▶ _Task statement_
Your answer should be the records, copied exactly, with the pictures removed.

▶ _Materials provided_
• • • •

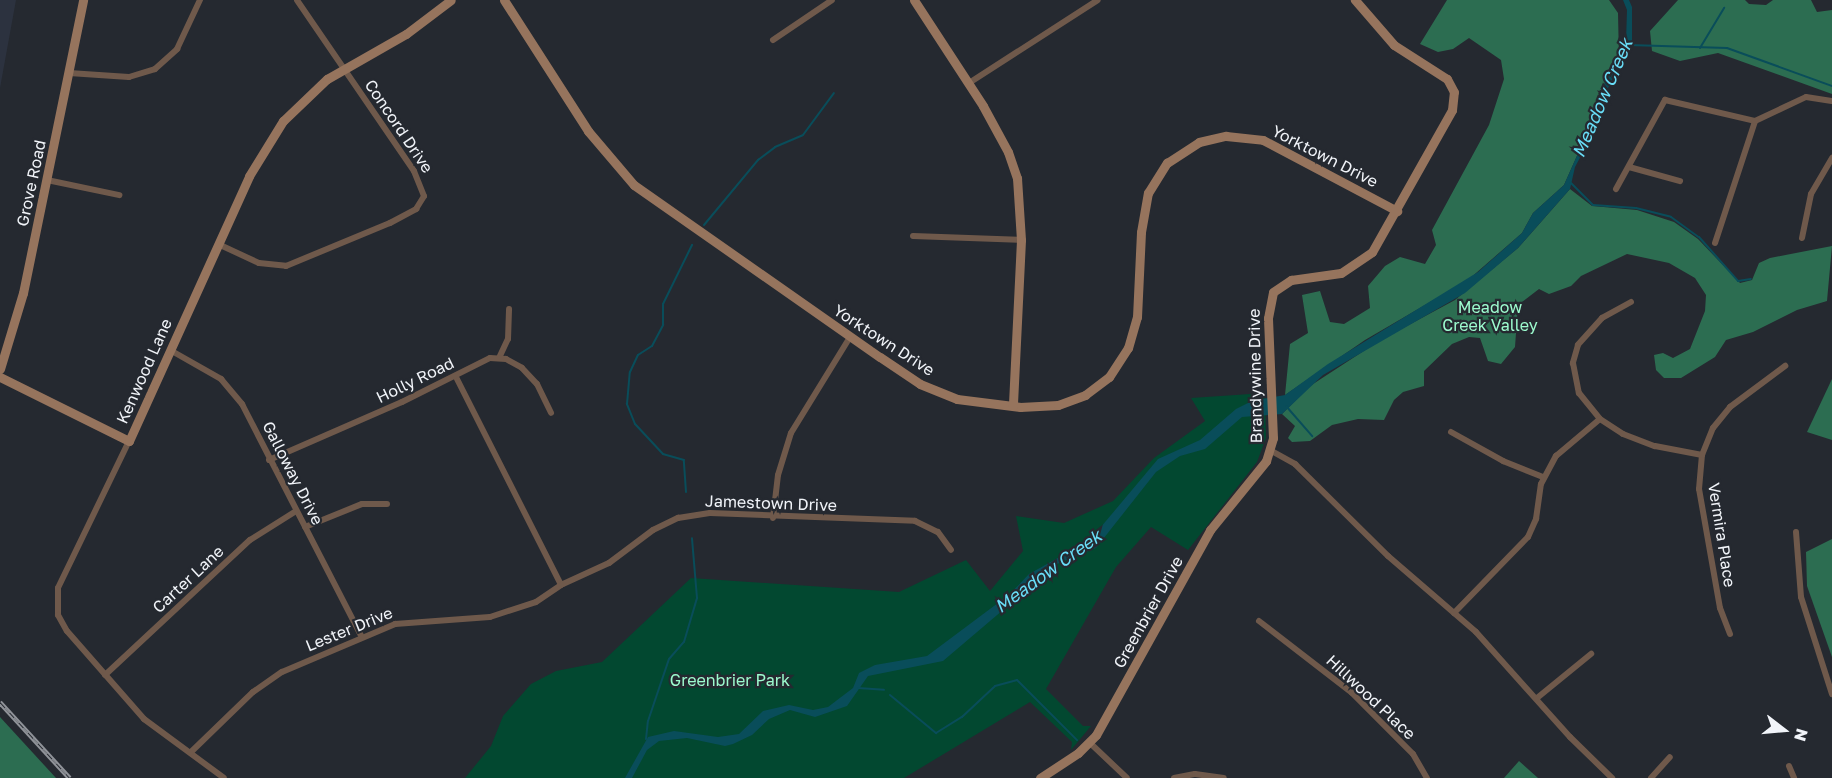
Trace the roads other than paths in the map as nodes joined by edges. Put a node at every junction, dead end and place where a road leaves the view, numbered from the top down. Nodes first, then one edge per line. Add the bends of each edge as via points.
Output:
1 (83, 0) edge
2 (200, 0) edge
3 (297, 0) edge
4 (451, 0) edge
5 (504, 0) edge
6 (832, 0) edge
7 (914, 0) edge
8 (1098, 0) edge
9 (1355, 0) edge
10 (772, 40) dead end
11 (343, 68) junction
12 (69, 73) junction
13 (969, 83) junction
14 (1832, 100) edge
15 (1755, 121) junction
16 (1832, 158) edge
17 (1629, 166) junction
18 (47, 180) junction
19 (1680, 181) dead end
20 (1616, 189) dead end
21 (119, 195) dead end
22 (1397, 211) junction
23 (913, 236) dead end
24 (1802, 238) dead end
25 (1021, 240) junction
26 (1715, 243) dead end
27 (218, 244) junction
28 (1631, 302) dead end
29 (509, 309) dead end
30 (850, 337) junction
31 (170, 350) junction
32 (499, 358) junction
33 (1785, 366) dead end
34 (0, 369) edge
35 (0, 377) edge
36 (456, 377) junction
37 (1013, 406) junction
38 (551, 413) dead end
39 (1600, 419) junction
40 (1451, 432) dead end
41 (129, 441) junction
42 (1270, 450) junction
43 (1702, 455) junction
44 (269, 460) junction
45 (1544, 477) junction
46 (387, 504) dead end
47 (296, 511) junction
48 (773, 518) junction
49 (306, 527) junction
50 (1796, 532) dead end
51 (951, 550) dead end
52 (561, 585) junction
53 (1454, 613) junction
54 (1259, 621) dead end
55 (1730, 634) dead end
56 (361, 636) junction
57 (1591, 654) dead end
58 (105, 675) junction
59 (1832, 694) edge
60 (1537, 698) junction
61 (1089, 742) junction
62 (191, 752) junction
63 (1670, 757) dead end
64 (1790, 766) dead end
65 (224, 778) edge
66 (1040, 778) edge
67 (1127, 778) edge
68 (1174, 778) edge
69 (1224, 778) edge
70 (1427, 778) edge
71 (1612, 778) edge
72 (1651, 778) edge
73 (1794, 778) edge

1 - 12 street, Grove Road
2 - 12 street via 177,49 155,69 129,77
3 - 11 street, Concord Drive
4 - 11 street, Kenwood Lane via 406,34
5 - 30 street, Yorktown Drive via 588,130 634,185
6 - 10 street
7 - 13 street
8 - 13 street
9 - 22 street, Brandywine Drive via 1382,34 1443,74 1454,92 1452,110
11 - 27 street, Kenwood Lane via 312,91 273,135
11 - 27 street, Concord Drive via 423,186 422,202 390,224 286,266 259,263
12 - 18 street, Grove Road
13 - 25 street via 1013,165 1019,192
14 - 15 street via 1806,98
15 - 17 street via 1665,100
15 - 26 street
16 - 24 street via 1811,194
17 - 19 street
17 - 20 street
18 - 21 street
18 - 34 street, Grove Road via 23,293
22 - 37 street, Yorktown Drive via 1263,140 1226,136 1187,148 1167,163 1148,193 1141,232 1137,317 1118,367 1099,386 1073,400 1044,406
22 - 42 street, Brandywine Drive via 1372,252 1352,268 1329,277 1291,280 1273,292 1268,318 1273,434
23 - 25 street
25 - 37 street
27 - 31 street, Kenwood Lane
28 - 39 street via 1592,327 1575,354 1574,376 1579,393
29 - 32 street via 508,339
30 - 37 street, Yorktown Drive via 938,393 974,403
30 - 48 street via 791,433 778,475
31 - 41 street, Kenwood Lane
31 - 44 street, Galloway Drive via 210,372 232,391
32 - 36 street, Holly Road via 482,360
32 - 38 street via 516,363 530,374
33 - 43 street, Vermira Place via 1730,407 1713,428
35 - 41 street
36 - 44 street, Holly Road
36 - 52 street
39 - 43 street via 1639,441
39 - 45 street via 1557,454
40 - 45 street via 1503,461
41 - 58 street, Kenwood Lane via 57,597 62,624
42 - 53 street, Brandywine Drive via 1295,464 1388,556
42 - 61 street, Greenbrier Drive via 1260,471 1210,530 1106,720
43 - 55 street, Vermira Place via 1699,489 1720,608
44 - 47 street, Galloway Drive
45 - 53 street via 1536,519 1528,537
46 - 49 street via 362,504
47 - 49 street, Galloway Drive
47 - 58 street, Carter Lane via 250,540
48 - 51 street, Jamestown Drive via 915,521 931,527
48 - 52 street, Jamestown Drive via 710,513 678,518 653,530 609,563
49 - 56 street, Galloway Drive
50 - 59 street via 1801,597
52 - 56 street, Lester Drive via 536,602 490,617 409,621
53 - 60 street, Brandywine Drive
54 - 70 street, Hillwood Place via 1352,693 1413,754
56 - 62 street, Lester Drive via 267,681
57 - 60 street
58 - 62 street, Kenwood Lane via 144,719
60 - 71 street, Brandywine Drive
61 - 66 street, Greenbrier Drive
61 - 67 street
62 - 65 street, Kenwood Lane
63 - 72 street
64 - 73 street
68 - 69 street via 1195,774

• • • •

▶ _Solution to this exercise_
Trace the roads other than paths in the map as nodes joined by edges. Put a node at every junction, dead end and place where a road leaves the view, numbered from the top down. Nodes first, then one edge per line. Add the bends of each edge as via points.
Output:
1 (83, 0) edge
2 (200, 0) edge
3 (297, 0) edge
4 (451, 0) edge
5 (504, 0) edge
6 (832, 0) edge
7 (914, 0) edge
8 (1098, 0) edge
9 (1355, 0) edge
10 (772, 40) dead end
11 (343, 68) junction
12 (69, 73) junction
13 (969, 83) junction
14 (1832, 100) edge
15 (1755, 121) junction
16 (1832, 158) edge
17 (1629, 166) junction
18 (47, 180) junction
19 (1680, 181) dead end
20 (1616, 189) dead end
21 (119, 195) dead end
22 (1397, 211) junction
23 (913, 236) dead end
24 (1802, 238) dead end
25 (1021, 240) junction
26 (1715, 243) dead end
27 (218, 244) junction
28 (1631, 302) dead end
29 (509, 309) dead end
30 (850, 337) junction
31 (170, 350) junction
32 (499, 358) junction
33 (1785, 366) dead end
34 (0, 369) edge
35 (0, 377) edge
36 (456, 377) junction
37 (1013, 406) junction
38 (551, 413) dead end
39 (1600, 419) junction
40 (1451, 432) dead end
41 (129, 441) junction
42 (1270, 450) junction
43 (1702, 455) junction
44 (269, 460) junction
45 (1544, 477) junction
46 (387, 504) dead end
47 (296, 511) junction
48 (773, 518) junction
49 (306, 527) junction
50 (1796, 532) dead end
51 (951, 550) dead end
52 (561, 585) junction
53 (1454, 613) junction
54 (1259, 621) dead end
55 (1730, 634) dead end
56 (361, 636) junction
57 (1591, 654) dead end
58 (105, 675) junction
59 (1832, 694) edge
60 (1537, 698) junction
61 (1089, 742) junction
62 (191, 752) junction
63 (1670, 757) dead end
64 (1790, 766) dead end
65 (224, 778) edge
66 (1040, 778) edge
67 (1127, 778) edge
68 (1174, 778) edge
69 (1224, 778) edge
70 (1427, 778) edge
71 (1612, 778) edge
72 (1651, 778) edge
73 (1794, 778) edge

1 - 12 street, Grove Road
2 - 12 street via 177,49 155,69 129,77
3 - 11 street, Concord Drive
4 - 11 street, Kenwood Lane via 406,34
5 - 30 street, Yorktown Drive via 588,130 634,185
6 - 10 street
7 - 13 street
8 - 13 street
9 - 22 street, Brandywine Drive via 1382,34 1443,74 1454,92 1452,110
11 - 27 street, Kenwood Lane via 312,91 273,135
11 - 27 street, Concord Drive via 423,186 422,202 390,224 286,266 259,263
12 - 18 street, Grove Road
13 - 25 street via 1013,165 1019,192
14 - 15 street via 1806,98
15 - 17 street via 1665,100
15 - 26 street
16 - 24 street via 1811,194
17 - 19 street
17 - 20 street
18 - 21 street
18 - 34 street, Grove Road via 23,293
22 - 37 street, Yorktown Drive via 1263,140 1226,136 1187,148 1167,163 1148,193 1141,232 1137,317 1118,367 1099,386 1073,400 1044,406
22 - 42 street, Brandywine Drive via 1372,252 1352,268 1329,277 1291,280 1273,292 1268,318 1273,434
23 - 25 street
25 - 37 street
27 - 31 street, Kenwood Lane
28 - 39 street via 1592,327 1575,354 1574,376 1579,393
29 - 32 street via 508,339
30 - 37 street, Yorktown Drive via 938,393 974,403
30 - 48 street via 791,433 778,475
31 - 41 street, Kenwood Lane
31 - 44 street, Galloway Drive via 210,372 232,391
32 - 36 street, Holly Road via 482,360
32 - 38 street via 516,363 530,374
33 - 43 street, Vermira Place via 1730,407 1713,428
35 - 41 street
36 - 44 street, Holly Road
36 - 52 street
39 - 43 street via 1639,441
39 - 45 street via 1557,454
40 - 45 street via 1503,461
41 - 58 street, Kenwood Lane via 57,597 62,624
42 - 53 street, Brandywine Drive via 1295,464 1388,556
42 - 61 street, Greenbrier Drive via 1260,471 1210,530 1106,720
43 - 55 street, Vermira Place via 1699,489 1720,608
44 - 47 street, Galloway Drive
45 - 53 street via 1536,519 1528,537
46 - 49 street via 362,504
47 - 49 street, Galloway Drive
47 - 58 street, Carter Lane via 250,540
48 - 51 street, Jamestown Drive via 915,521 931,527
48 - 52 street, Jamestown Drive via 710,513 678,518 653,530 609,563
49 - 56 street, Galloway Drive
50 - 59 street via 1801,597
52 - 56 street, Lester Drive via 536,602 490,617 409,621
53 - 60 street, Brandywine Drive
54 - 70 street, Hillwood Place via 1352,693 1413,754
56 - 62 street, Lester Drive via 267,681
57 - 60 street
58 - 62 street, Kenwood Lane via 144,719
60 - 71 street, Brandywine Drive
61 - 66 street, Greenbrier Drive
61 - 67 street
62 - 65 street, Kenwood Lane
63 - 72 street
64 - 73 street
68 - 69 street via 1195,774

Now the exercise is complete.